この診断でエラーが検出されれば内部的な物理故障がほぼ確定しますが、エラーが出なければまだソフトウェア側に原因が潜んでいる可能性を考えられます。
修理費用の相場を知る
もし物理的な故障が確定した場合、修理に出す前に大まかな費用感を把握しておくことで、買い替えとの比較判断がスムーズになります。
タッチパッド単体の交換修理は、機種やメーカーによって大きく異なりますが、概ね1万円から3万円程度がひとつの目安です。
ただし、マザーボード側の接続端子が破損しているようなケースでは、より高額な基板修理が必要になるため、まずは無料見積もりを取って正確な金額を確認することをおすすめします。
タッチパッドは指で直接触れ続ける部品のため、経年で表面のコーティングやクリック機構が劣化することがあります。
普段から強く押しすぎないように丁寧に扱うことで、物理的な故障のリスクをある程度減らすことが可能です。
メーカー修理と専門店を比較する
修理を依頼する先としては、大きく分けて純正部品を使うメーカー修理と、スピードと価格で勝負する街の専門業者の二つの選択肢があります。

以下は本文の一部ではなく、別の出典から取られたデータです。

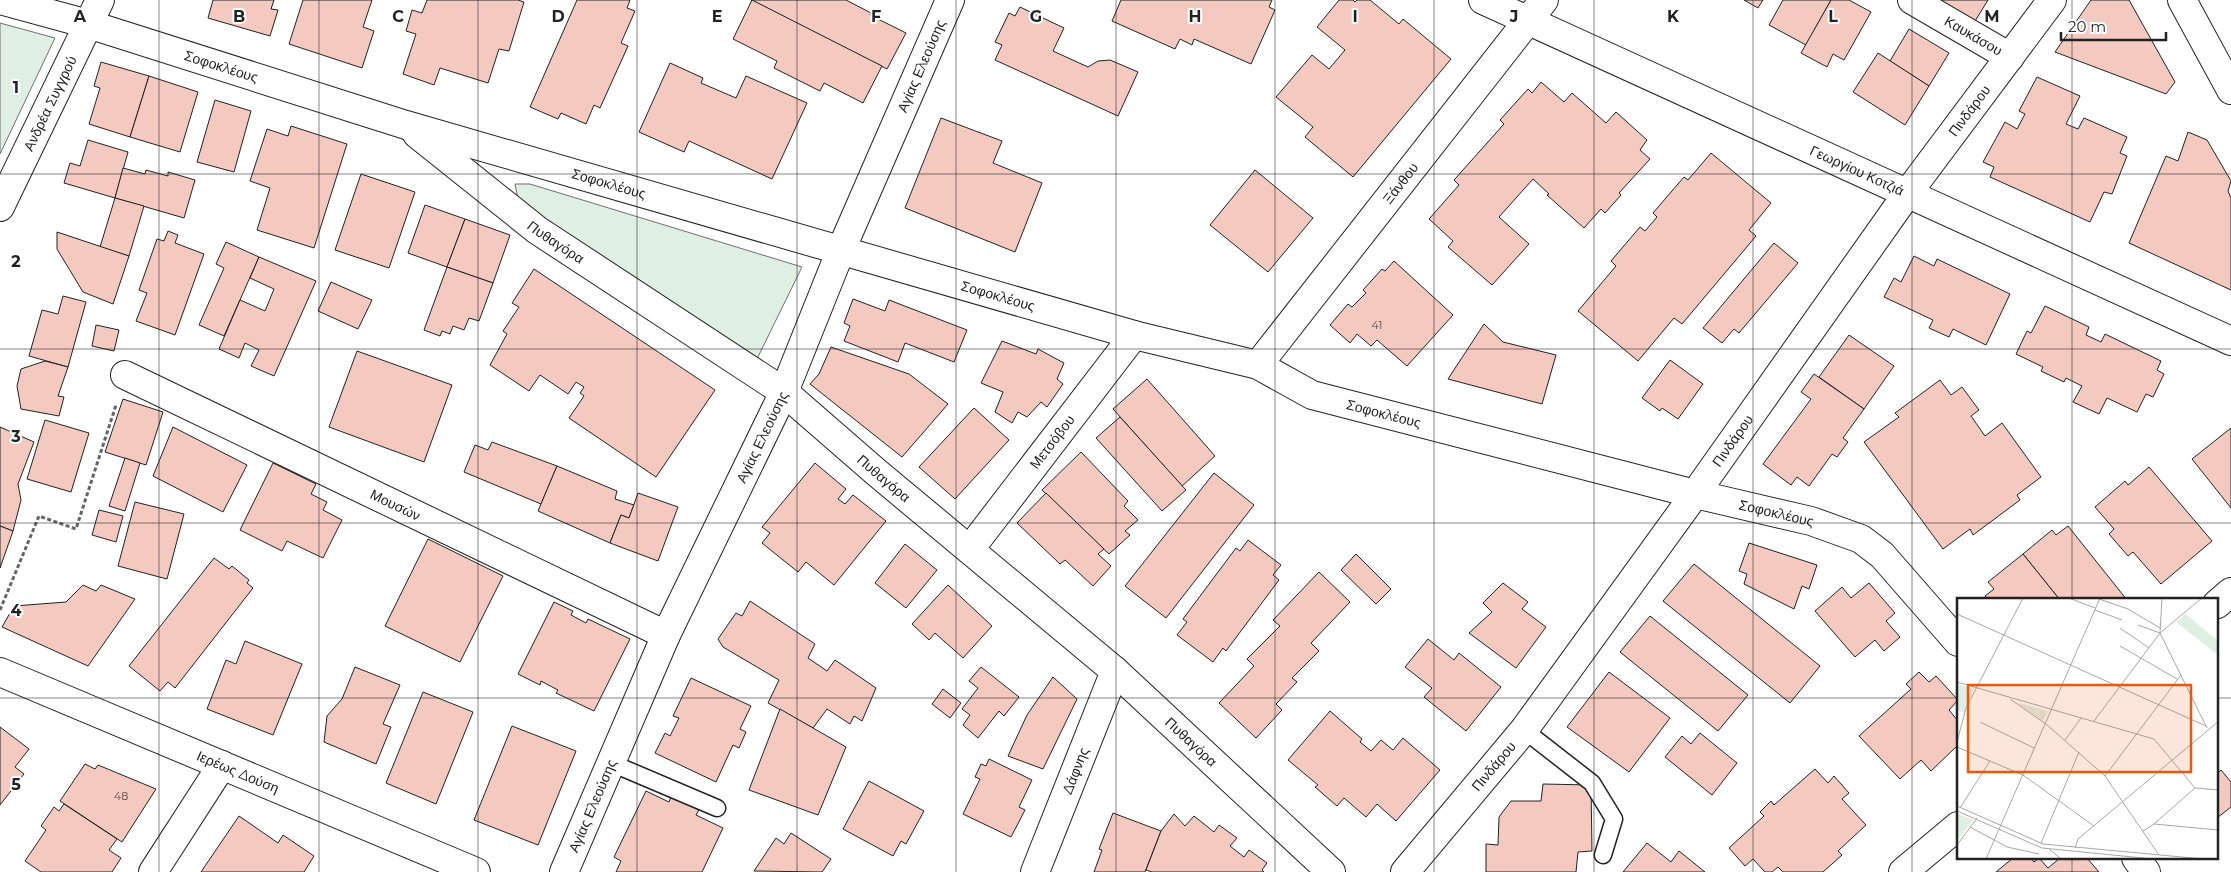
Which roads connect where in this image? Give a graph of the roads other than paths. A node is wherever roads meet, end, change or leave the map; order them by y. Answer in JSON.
{"nodes":[{"id":1,"x":0,"y":0,"type":"edge"},
{"id":2,"x":100,"y":0,"type":"edge"},
{"id":3,"x":950,"y":0,"type":"edge"},
{"id":4,"x":1483,"y":0,"type":"edge"},
{"id":5,"x":1544,"y":0,"type":"edge"},
{"id":6,"x":1912,"y":0,"type":"edge"},
{"id":7,"x":2052,"y":0,"type":"edge"},
{"id":8,"x":2182,"y":0,"type":"edge"},
{"id":9,"x":1528,"y":21,"type":"junction"},
{"id":10,"x":88,"y":24,"type":"junction"},
{"id":11,"x":2010,"y":57,"type":"junction"},
{"id":12,"x":2231,"y":90,"type":"edge"},
{"id":13,"x":406,"y":125,"type":"junction"},
{"id":14,"x":1907,"y":194,"type":"junction"},
{"id":15,"x":0,"y":207,"type":"edge"},
{"id":16,"x":841,"y":250,"type":"junction"},
{"id":17,"x":1134,"y":335,"type":"junction"},
{"id":18,"x":2231,"y":341,"type":"edge"},
{"id":19,"x":1258,"y":365,"type":"junction"},
{"id":20,"x":125,"y":375,"type":"road end"},
{"id":21,"x":784,"y":392,"type":"junction"},
{"id":22,"x":1696,"y":494,"type":"junction"},
{"id":23,"x":970,"y":548,"type":"junction"},
{"id":24,"x":2231,"y":592,"type":"edge"},
{"id":25,"x":2218,"y":603,"type":"edge"},
{"id":26,"x":666,"y":636,"type":"junction"},
{"id":27,"x":1957,"y":641,"type":"edge"},
{"id":28,"x":1115,"y":671,"type":"junction"},
{"id":29,"x":0,"y":672,"type":"edge"},
{"id":30,"x":1524,"y":730,"type":"junction"},
{"id":31,"x":611,"y":763,"type":"junction"},
{"id":32,"x":222,"y":765,"type":"junction"},
{"id":33,"x":717,"y":808,"type":"dead end"},
{"id":34,"x":1957,"y":827,"type":"edge"},
{"id":35,"x":1603,"y":855,"type":"dead end"},
{"id":36,"x":2137,"y":860,"type":"edge"},
{"id":37,"x":153,"y":872,"type":"edge"},
{"id":38,"x":476,"y":872,"type":"edge"},
{"id":39,"x":564,"y":872,"type":"edge"},
{"id":40,"x":1035,"y":872,"type":"edge"},
{"id":41,"x":1331,"y":872,"type":"edge"},
{"id":42,"x":1405,"y":872,"type":"edge"},
{"id":43,"x":1903,"y":872,"type":"edge"},
{"id":44,"x":2146,"y":872,"type":"edge"}],
"edges":[{"from":1,"to":10,"type":"street","name":"Σοφοκλέους"},
{"from":2,"to":10,"type":"street","name":"Ανδρέα Συγγρού"},
{"from":3,"to":16,"type":"street","name":"Αγίας Ελεούσης"},
{"from":4,"to":9,"type":"street","name":"Γεωργίου Κοτζιά"},
{"from":5,"to":9,"type":"street","name":"Ξάνθου"},
{"from":6,"to":11,"type":"street","name":"Καυκάσου"},
{"from":7,"to":11,"type":"street","name":"Πινδάρου"},
{"from":8,"to":12,"type":"street"},
{"from":9,"to":14,"type":"street","name":"Γεωργίου Κοτζιά"},
{"from":9,"to":19,"type":"street","name":"Ξάνθου"},
{"from":10,"to":13,"type":"street","name":"Σοφοκλέους"},
{"from":10,"to":15,"type":"street","name":"Ανδρέα Συγγρού"},
{"from":11,"to":14,"type":"street","name":"Πινδάρου"},
{"from":13,"to":16,"type":"street","name":"Σοφοκλέους"},
{"from":13,"to":21,"type":"street","name":"Πυθαγόρα"},
{"from":14,"to":18,"type":"street","name":"Γεωργίου Κοτζιά"},
{"from":14,"to":22,"type":"street","name":"Πινδάρου"},
{"from":16,"to":17,"type":"street","name":"Σοφοκλέους"},
{"from":16,"to":21,"type":"street","name":"Αγίας Ελεούσης"},
{"from":17,"to":19,"type":"street","name":"Σοφοκλέους"},
{"from":17,"to":23,"type":"street","name":"Μετσόβου"},
{"from":19,"to":22,"type":"street","name":"Σοφοκλέους"},
{"from":20,"to":26,"type":"street","name":"Μουσών"},
{"from":21,"to":23,"type":"street","name":"Πυθαγόρα"},
{"from":21,"to":26,"type":"street","name":"Αγίας Ελεούσης"},
{"from":22,"to":27,"type":"street","name":"Σοφοκλέους"},
{"from":22,"to":30,"type":"street","name":"Πινδάρου"},
{"from":23,"to":28,"type":"street","name":"Πυθαγόρα"},
{"from":24,"to":25,"type":"street"},
{"from":26,"to":31,"type":"street","name":"Αγίας Ελεούσης"},
{"from":28,"to":40,"type":"street","name":"Δάφνης"},
{"from":28,"to":41,"type":"street","name":"Πυθαγόρα"},
{"from":29,"to":32,"type":"street","name":"Ιερέως Δούση"},
{"from":30,"to":35,"type":"lane"},
{"from":30,"to":42,"type":"street","name":"Πινδάρου"},
{"from":31,"to":33,"type":"lane"},
{"from":31,"to":39,"type":"street","name":"Αγίας Ελεούσης"},
{"from":32,"to":37,"type":"street"},
{"from":32,"to":38,"type":"street","name":"Ιερέως Δούση"},
{"from":34,"to":43,"type":"street"},
{"from":36,"to":44,"type":"street"}]}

メーカー修理は品質と修理後の保証が確実である反面、見積もりから完了までに時間がかかり、費用も定価ベースで高めになる傾向があることを覚えておきましょう。
一方でパソコン修理専門店は、即日対応やメーカー保証切れ後の製品でも柔軟に受け付けてくれる強みがあり、費用面でも比較的抑えられるケースが多いため、両者の見積もりを比較してから決めるのが賢明です。
タッチパッドが動かないに関するQ&A
まとめ:タッチパッドが動かない原因を特定して自力で解決しよう
- まずは外付けマウスで操作し、再起動やファンクションキーでの有効化を試すべきです。

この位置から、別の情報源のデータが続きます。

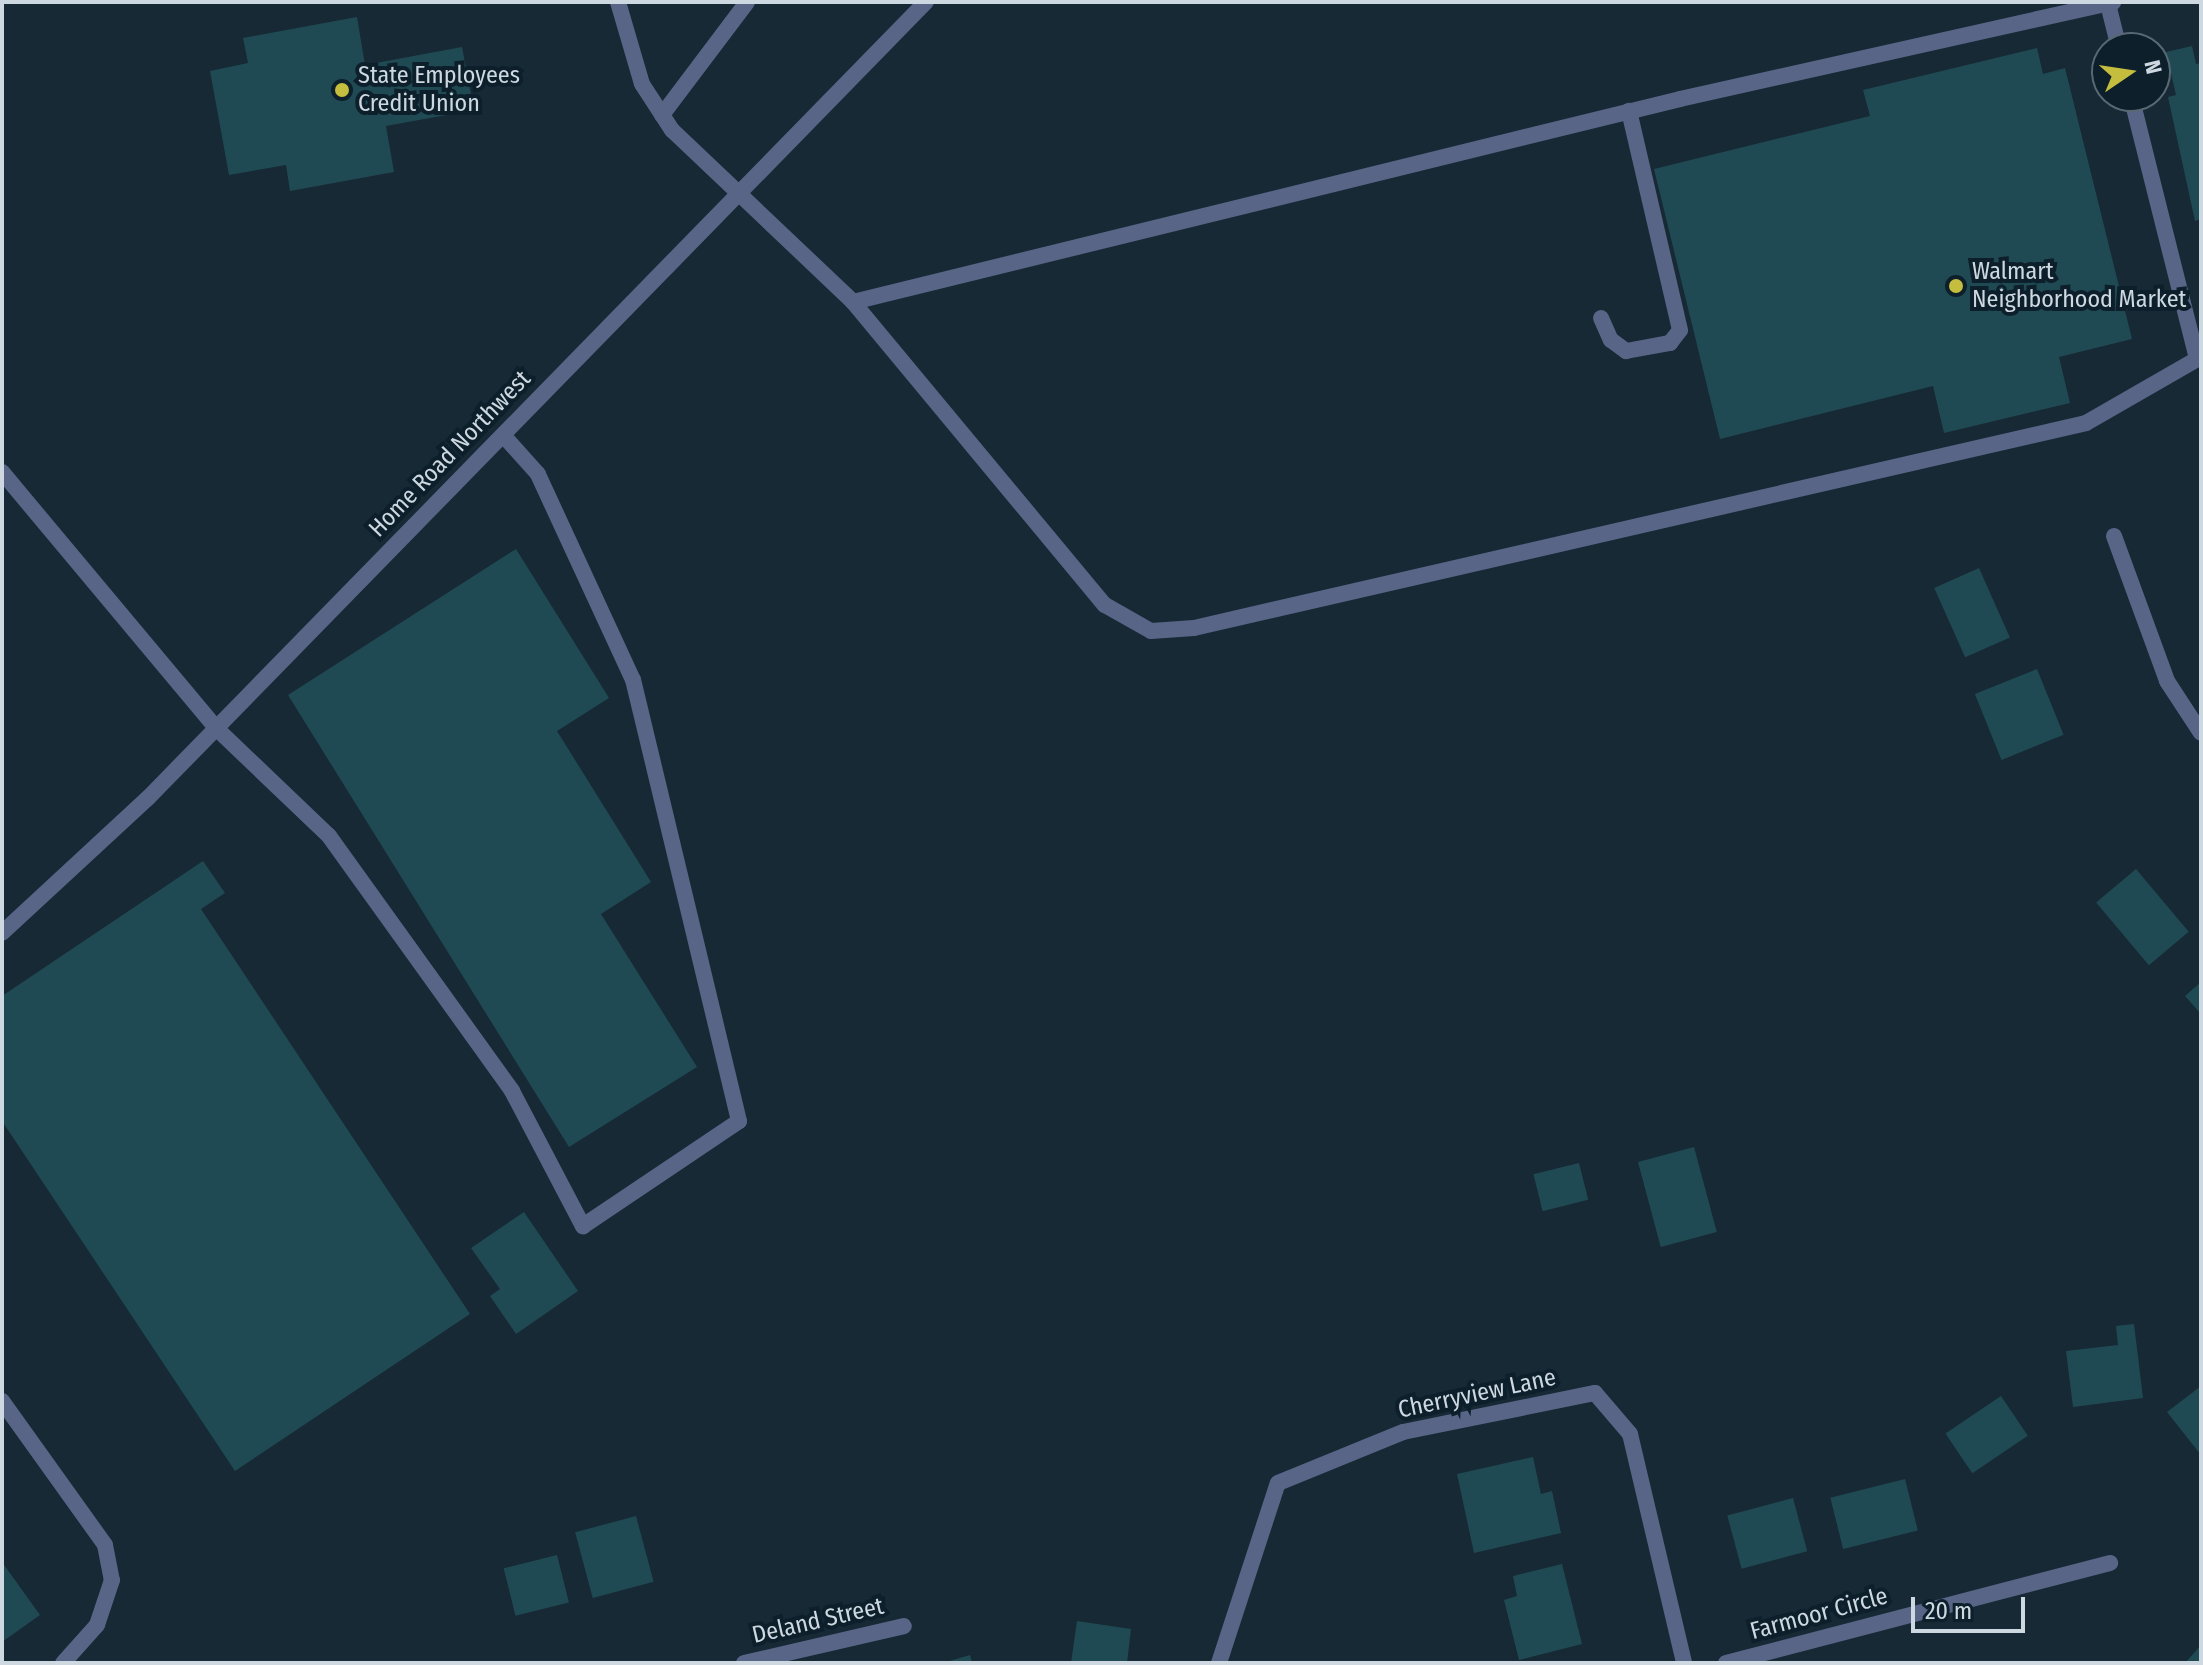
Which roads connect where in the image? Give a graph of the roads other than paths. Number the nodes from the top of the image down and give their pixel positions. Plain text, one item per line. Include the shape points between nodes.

- 設定の誤無効化が原因の多くを占めるため、Windows設定の確認は必須です。
- ドライバーの更新やアンインストールで、ソフトウェア由来の不具合を解消できます。
- 放電処置を行っても改善しない場合は、ハードウェア故障として修理を検討します。
タッチパッドが突然反応しなくなると慌ててしまいがちですが、原因の多くは設定の見落としや一時的なシステムエラーです。
まずは再起動やFnキーによる有効化、外付けマウスの取り外しといった基本確認から始めると、問題の切り分けがスムーズに進みます。
基本操作で改善しない場合は、Windowsの設定アプリやデバイスマネージャーからのソフトウェア的な復旧を試す段階に移ります。
ドライバーの更新や再インストールは、システムの競合を解消するための有効な手段です。
特にマウス接続時にタッチパッドが自動で無効になる設定は見落としやすいため、注意して確認しておくと安心です。
それでも解決しない時は、物理的な故障の可能性を視野に入れつつ、セーフモードでの動作確認や放電処置といった最終手段を無理のない範囲で試してみましょう。
修理が必要と判断した場合も、費用相場を知っておけば業者選びで失敗しにくくなります。
ご自身の状況に合わせて、今回ご紹介した手順をひとつずつ丁寧に検証してみてください。
焦らず順番に確認していくことが、最も確実な解決への近道です。